In this task, we need to implement two data loading classes (TitlesLoader, RatingsLoader).
We use sc.textFile
to load data as RDD[String]. Then we use two map
functions consecutively to handle each records:
- The first one splits string into List[String] row by row based on delimeter "|".
- The second one just creates RDD format accoridng to interface row by row.
- We need to persist the loaded data so as to avoid re-reading data.
In the init()
function, we need to carefully decide what kind of data we would need later, and then we should prepare it at just one time, finally persisting it!
When joining title information with rating information, since some titles may not be rated yet, we need to use leftOuterJoin
(titles are at left, while ratings are at right) so as to not miss unrated titles in the joined result.
We use a boolean flag to indicate whether a title is rated or not(Its importance will be demonstrated in next subtasks).
Having the jointed result, we first use countByKey
to count the the number of ratings for each title; then we use reduceByKey
to get the sum of ratings for each title. Then we can get ratings_avg
by caculating the average rating, the number of ratings, rated flag for each title!
We decided to store the following data(other data will be omited):
- title_map: It is a read-only map. Its key is title's id, and its value is a tuple that contains title's name and keywords(keywords are as Set instead of List, since we need to efficiently figure out if the keywords of a specific title would contains all required keywords in Task 2.2). So in the future, we can get information efficiently whenever we have a title id.
- ratings_avg: Its format is
RDD[(Int, (Double, Double, Boolean))]
. Its key is title's id and its value is a tuple that contains the average rating, the number of ratings, and rated flag.
Since we already have ratings_avg
and title_map
we can get results by simply applying map
.
This function requires that the result would exclude unrated titles, so here Rated Flags
plays its role! We first filter out unrated titles. Then we apply filter
on the result by setting the condition that the valid title should contain required keywords(Time complexity is O(n), and n is the number of required keywords)!
Then, it is similar with task 2.1, but when we want to use aggregate
, we need to define the aggregate function for partitions and another one for merging results from different partitions, and finnaly we can get the sum. Then we just divide the count of valid titles, we can get the average needed. The reason to do the above calculation is that project description mentions that "all titles contribute equally."
The key idea to simplify this problem is to first handle the input delta_
. To be more specific, for a rating record inputed:
- old_rating == None: It is a new incoming rating, we count it as (new_rating, 1). The second element of the tuple is its "count" contribution.
- old_rating != None: It is a modified rating, we count it as (new_rating - old_rating, 0). The second element of tuple is 0 since we have counted its contribution before.
After handling
delta_
, we can map our preservedratings_avg
to reconstruct the average(calculate new sum and divide it with new count) for each title if applicable.
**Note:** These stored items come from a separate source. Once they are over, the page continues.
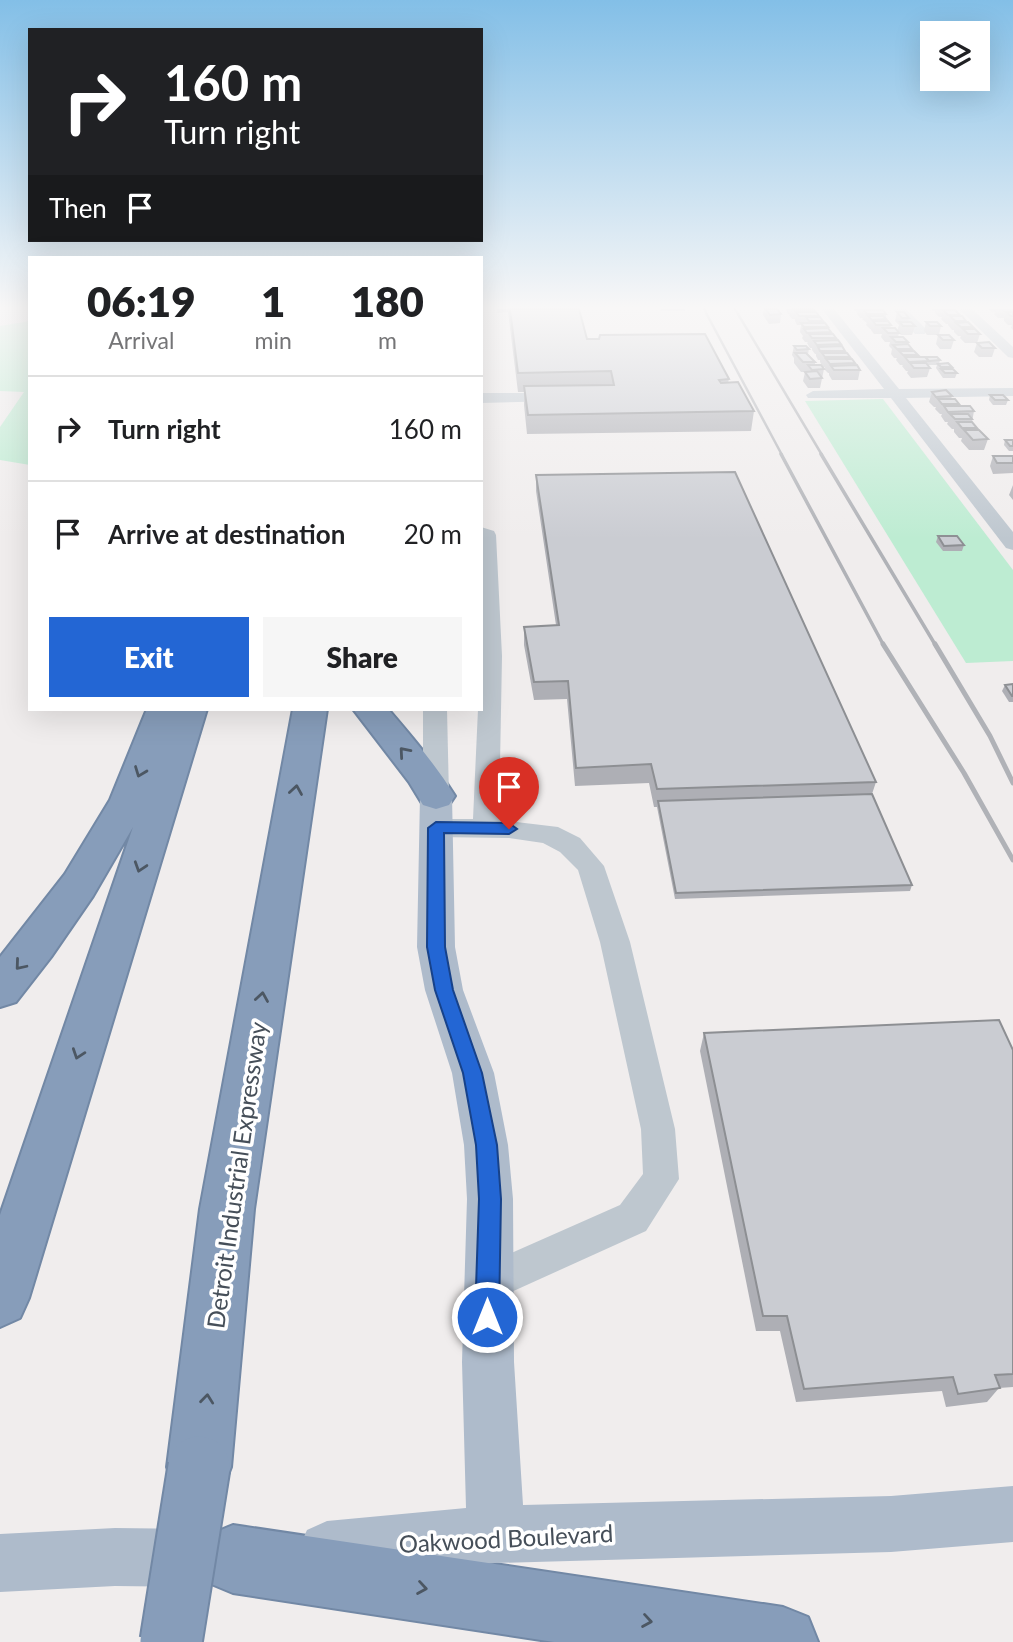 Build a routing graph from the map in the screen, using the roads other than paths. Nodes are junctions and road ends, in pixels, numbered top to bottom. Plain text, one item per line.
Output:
1 (888, 386) edge
2 (1013, 392) edge
3 (895, 394) junction
4 (813, 395) dead end
5 (569, 397) edge
6 (483, 398) edge
7 (483, 534) edge
8 (1013, 544) edge
9 (484, 592) edge
10 (163, 711) edge
11 (189, 711) edge
12 (310, 711) edge
13 (372, 711) edge
14 (435, 711) edge
15 (436, 812) junction
16 (486, 829) junction
17 (0, 989) edge
18 (487, 1284) junction
19 (0, 1297) edge
20 (1013, 1514) edge
21 (495, 1534) junction
22 (233, 1559) junction
23 (0, 1563) edge
24 (171, 1642) edge
25 (783, 1642) edge

1 - 3 street
2 - 3 street
3 - 4 street
3 - 8 street
5 - 6 street
7 - 9 lane
9 - 16 lane
10 -> 17 highway
11 -> 19 highway
24 -> 12 highway, Detroit Industrial Expressway, bridge
15 -> 13 highway
14 - 15 street
15 - 16 street
15 - 18 main road
16 - 18 street
18 - 21 main road
20 - 21 main road, Oakwood Boulevard
21 - 22 main road, Oakwood Boulevard
22 - 23 main road, Oakwood Boulevard
22 -> 25 highway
In this task, we mainly need to complete function getBuckets()
of class LSHIndex
. We first iterate the input data row by row to change a record to a tuple(key, value). Key is hashing result of corresponding keywords, and value is original record. Then we call groupByKey()
to group the final result needed. We need to store the result as a read-only map as bucket
which can facilitate future lookup operations.
In this task, when we have an incoming quiry that contains a list of keywords, we can compute its hashing result and then get results from bucket
. If there is no mathced results, we just return empty list.
- cacheLookup(): This function's return value is (hit_quiries_results, miss_quiries). We simply use
filter
, and then we can have hit_quiries and miss_quiries. For hit_quiries, we retrieve hit_quiries_results fromcache
. - lookup(): This function would first call
cacheLookup()
to get (hit_quiries_results, miss_quiries). For miss_quiries, we would calllshIndex.lookup(miss)
to get results. At the end, we just return union of the above two results. - buildExternal(): We simply use
cache = ext.value
to save the broadcast message.
For the incoming quiries in cacheLookup()
, we first hash them, and then apply countByKey()
to calculate the total number for every type of quieries. Then we just filter out number that is <= 1% of total amount.
Having the results of histogram
in acheLookup()
, we broadcast histogram
to get the return value, which is the comman cache on each machine. Then we perform lshIndex.lookup()
to get quiry results, which would be saved as local cache.